The lectures are pretty good up to Week 4, when the Transformer architecture is thrown at us way too fast. The increase in complexity is abrupt and huge. The programming assignments are far less helpful. I didn't really have to engage with the logic of the various deep learning models involved or understand the bigger picture of how the code works, because the starter code takes care of all that. All I really needed to do was type the obvious functions into the fill-in-the-blanks places, and then fiddle their arguments with trial-and-error until the error messages went away.

By 象道

Sep 16, 2019

i really learned from this course some ideas on recurrent neural net, but the assignments of this course are not completely ready for learners and are full of mistakes which have existed for more than a year. those mistakes in the assignments mislead learners pretty much if they do not study some discussion threads of the forum. this course has the lowest quality among all of Dr.
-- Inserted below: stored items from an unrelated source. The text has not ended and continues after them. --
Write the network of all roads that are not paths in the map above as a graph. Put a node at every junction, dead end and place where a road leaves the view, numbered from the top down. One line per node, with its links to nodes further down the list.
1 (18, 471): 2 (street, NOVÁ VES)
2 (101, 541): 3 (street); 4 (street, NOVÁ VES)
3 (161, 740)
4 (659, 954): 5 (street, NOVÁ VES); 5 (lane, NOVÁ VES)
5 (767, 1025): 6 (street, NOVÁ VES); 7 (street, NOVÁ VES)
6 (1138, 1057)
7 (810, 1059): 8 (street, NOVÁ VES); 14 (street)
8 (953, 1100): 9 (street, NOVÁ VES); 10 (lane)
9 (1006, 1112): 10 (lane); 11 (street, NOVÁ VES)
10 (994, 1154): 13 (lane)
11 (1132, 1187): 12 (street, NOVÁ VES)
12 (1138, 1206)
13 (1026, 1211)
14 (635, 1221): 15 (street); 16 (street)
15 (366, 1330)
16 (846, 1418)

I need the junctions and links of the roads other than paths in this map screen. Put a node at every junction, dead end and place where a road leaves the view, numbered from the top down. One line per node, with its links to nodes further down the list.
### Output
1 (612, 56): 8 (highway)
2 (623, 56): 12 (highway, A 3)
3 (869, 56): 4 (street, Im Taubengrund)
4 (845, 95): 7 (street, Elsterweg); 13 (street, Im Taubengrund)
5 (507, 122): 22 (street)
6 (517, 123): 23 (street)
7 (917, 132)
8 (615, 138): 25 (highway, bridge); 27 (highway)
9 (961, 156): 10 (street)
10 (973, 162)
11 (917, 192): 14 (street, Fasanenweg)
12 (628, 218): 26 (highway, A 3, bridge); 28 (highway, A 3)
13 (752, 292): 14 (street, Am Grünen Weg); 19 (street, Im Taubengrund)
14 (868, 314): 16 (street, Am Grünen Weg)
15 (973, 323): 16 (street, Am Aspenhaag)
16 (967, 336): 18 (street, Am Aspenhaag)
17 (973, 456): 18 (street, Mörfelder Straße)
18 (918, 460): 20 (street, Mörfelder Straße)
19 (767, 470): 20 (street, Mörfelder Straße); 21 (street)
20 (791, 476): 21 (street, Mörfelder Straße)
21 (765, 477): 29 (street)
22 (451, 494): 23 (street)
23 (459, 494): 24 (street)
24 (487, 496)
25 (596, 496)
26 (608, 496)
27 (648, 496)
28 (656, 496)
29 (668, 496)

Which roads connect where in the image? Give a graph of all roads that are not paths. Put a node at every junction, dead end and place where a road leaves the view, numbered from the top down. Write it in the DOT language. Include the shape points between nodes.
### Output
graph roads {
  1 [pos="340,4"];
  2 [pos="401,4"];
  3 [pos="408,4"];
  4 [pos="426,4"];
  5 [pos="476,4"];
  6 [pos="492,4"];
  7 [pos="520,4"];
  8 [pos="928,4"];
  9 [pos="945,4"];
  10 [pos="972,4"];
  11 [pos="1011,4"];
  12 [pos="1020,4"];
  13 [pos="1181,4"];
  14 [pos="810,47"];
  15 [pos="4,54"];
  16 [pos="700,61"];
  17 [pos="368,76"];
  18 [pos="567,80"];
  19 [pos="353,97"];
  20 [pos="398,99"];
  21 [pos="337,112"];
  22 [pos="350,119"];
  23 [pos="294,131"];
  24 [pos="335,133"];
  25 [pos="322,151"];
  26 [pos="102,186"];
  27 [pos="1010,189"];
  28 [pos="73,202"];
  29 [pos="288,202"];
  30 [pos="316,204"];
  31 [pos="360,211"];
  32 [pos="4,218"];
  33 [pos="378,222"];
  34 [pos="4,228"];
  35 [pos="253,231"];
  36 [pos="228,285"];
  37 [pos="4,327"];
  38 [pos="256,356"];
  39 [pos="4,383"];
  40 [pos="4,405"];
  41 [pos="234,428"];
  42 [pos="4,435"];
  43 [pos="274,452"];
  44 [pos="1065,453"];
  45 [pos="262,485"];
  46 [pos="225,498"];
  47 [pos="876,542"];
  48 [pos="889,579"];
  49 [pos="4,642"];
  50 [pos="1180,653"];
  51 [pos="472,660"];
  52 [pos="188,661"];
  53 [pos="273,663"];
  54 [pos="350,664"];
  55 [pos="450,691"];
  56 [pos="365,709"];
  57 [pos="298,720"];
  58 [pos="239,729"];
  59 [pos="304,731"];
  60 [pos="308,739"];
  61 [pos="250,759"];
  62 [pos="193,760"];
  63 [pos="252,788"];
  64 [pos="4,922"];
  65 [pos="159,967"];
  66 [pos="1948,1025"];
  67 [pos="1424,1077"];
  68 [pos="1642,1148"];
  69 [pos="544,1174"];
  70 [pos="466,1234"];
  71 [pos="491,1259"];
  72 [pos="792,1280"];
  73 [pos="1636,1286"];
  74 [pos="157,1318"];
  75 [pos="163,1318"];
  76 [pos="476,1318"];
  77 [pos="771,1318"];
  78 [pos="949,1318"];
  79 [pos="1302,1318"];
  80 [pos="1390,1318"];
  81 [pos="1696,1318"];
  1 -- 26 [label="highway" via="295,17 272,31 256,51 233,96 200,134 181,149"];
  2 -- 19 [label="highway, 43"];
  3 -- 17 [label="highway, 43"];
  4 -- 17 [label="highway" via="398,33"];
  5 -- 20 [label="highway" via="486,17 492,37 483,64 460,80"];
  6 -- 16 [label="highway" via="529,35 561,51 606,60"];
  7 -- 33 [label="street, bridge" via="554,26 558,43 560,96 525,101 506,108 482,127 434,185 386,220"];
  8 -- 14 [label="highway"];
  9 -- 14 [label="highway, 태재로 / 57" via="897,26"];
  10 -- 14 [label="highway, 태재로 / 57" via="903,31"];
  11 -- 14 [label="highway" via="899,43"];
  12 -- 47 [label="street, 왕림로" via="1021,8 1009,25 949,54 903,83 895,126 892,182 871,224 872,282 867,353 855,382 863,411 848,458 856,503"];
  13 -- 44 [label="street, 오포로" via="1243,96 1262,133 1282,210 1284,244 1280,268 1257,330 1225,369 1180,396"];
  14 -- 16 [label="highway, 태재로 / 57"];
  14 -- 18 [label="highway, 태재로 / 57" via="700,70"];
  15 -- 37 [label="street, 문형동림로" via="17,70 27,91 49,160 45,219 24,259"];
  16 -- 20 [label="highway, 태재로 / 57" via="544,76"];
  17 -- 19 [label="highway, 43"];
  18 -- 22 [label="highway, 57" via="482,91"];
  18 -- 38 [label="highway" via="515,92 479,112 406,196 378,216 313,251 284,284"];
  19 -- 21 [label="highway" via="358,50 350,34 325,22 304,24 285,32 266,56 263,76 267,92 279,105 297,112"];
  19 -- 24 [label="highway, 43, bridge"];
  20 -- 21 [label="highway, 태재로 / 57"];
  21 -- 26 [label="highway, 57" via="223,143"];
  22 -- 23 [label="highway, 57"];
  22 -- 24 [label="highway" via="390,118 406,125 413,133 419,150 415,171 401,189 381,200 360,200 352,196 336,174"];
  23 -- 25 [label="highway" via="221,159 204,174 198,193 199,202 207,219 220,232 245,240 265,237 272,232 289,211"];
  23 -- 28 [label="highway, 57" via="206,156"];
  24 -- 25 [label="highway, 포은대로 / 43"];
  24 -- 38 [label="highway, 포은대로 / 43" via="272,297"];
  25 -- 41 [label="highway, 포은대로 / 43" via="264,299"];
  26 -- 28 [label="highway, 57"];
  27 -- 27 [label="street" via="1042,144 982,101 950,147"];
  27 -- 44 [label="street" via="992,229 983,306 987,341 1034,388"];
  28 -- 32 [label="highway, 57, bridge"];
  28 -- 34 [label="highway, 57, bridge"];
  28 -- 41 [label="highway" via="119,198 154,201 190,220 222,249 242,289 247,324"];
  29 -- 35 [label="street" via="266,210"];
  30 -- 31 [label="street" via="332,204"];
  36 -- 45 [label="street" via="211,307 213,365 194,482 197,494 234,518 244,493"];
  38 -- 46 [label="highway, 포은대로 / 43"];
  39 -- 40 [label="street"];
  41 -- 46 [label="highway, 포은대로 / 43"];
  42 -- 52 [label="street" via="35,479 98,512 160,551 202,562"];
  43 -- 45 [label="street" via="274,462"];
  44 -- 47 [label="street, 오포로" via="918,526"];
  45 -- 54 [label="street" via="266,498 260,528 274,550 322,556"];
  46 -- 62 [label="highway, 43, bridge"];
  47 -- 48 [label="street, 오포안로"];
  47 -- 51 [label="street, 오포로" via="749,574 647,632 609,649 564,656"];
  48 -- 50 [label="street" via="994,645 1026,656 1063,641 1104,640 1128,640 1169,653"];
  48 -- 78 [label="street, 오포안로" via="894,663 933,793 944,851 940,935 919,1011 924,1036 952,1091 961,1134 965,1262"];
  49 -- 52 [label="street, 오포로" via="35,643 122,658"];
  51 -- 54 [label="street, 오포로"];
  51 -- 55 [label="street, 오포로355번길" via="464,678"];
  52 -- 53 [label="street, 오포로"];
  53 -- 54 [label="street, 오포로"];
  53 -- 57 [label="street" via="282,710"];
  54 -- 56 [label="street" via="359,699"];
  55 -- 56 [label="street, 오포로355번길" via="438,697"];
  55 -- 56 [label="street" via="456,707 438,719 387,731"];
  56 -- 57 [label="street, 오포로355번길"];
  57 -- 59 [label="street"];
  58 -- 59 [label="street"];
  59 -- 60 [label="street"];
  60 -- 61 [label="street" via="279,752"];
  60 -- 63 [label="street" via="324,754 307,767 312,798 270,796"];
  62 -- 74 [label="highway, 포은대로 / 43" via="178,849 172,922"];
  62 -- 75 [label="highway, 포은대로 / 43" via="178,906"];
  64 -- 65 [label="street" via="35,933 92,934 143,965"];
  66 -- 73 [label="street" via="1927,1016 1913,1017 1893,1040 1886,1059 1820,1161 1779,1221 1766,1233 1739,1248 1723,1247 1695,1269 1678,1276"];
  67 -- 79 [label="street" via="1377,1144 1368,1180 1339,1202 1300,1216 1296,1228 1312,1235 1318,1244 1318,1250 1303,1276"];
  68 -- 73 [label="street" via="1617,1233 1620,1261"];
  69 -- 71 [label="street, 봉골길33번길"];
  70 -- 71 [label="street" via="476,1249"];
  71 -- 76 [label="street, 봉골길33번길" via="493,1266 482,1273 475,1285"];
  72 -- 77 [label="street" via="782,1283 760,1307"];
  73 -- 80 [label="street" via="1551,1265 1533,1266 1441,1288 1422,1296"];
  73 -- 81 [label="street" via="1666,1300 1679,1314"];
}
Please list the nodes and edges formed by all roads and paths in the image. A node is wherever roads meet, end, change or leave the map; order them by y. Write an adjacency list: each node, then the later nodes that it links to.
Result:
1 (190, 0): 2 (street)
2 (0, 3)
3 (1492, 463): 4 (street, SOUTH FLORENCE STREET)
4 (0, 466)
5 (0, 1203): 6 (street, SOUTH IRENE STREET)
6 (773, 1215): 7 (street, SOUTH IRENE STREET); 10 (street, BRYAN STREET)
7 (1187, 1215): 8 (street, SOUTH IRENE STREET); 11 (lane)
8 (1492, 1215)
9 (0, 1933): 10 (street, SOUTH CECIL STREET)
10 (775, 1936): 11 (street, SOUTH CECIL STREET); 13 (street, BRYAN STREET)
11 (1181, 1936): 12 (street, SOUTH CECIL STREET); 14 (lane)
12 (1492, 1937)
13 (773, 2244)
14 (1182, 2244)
Andrew Ng's. before the updated versions, a learner had better have a look at the assignments discussion forum before starting the assignments.

By Luke J

Mar 31, 2021

The material really is great, but work needs to be done to improve the assignments, specifically submission and grading. On the last assignment I spent way more time troubleshooting the grader than the content of the assignment. It can be very frustrating to have to do this on a MOOC where no human support is available. It appears, specifically for this assignment based on discussion that this has been a problem for a very long time.

By Pakpoom S

Dec 29, 2023

The week1 and 2 are good. I don't understand week 3 in the sense that most of the content is about beam search, but we get no exercise about it. Instead, we get speech data processing. I don't like this. The week4 is worse. I don't even know how to put it in words. I think you simplify things too much. The instructor should put more detail into showing the shape of matrices. I still don't know the output shape of MultiHeadAttention.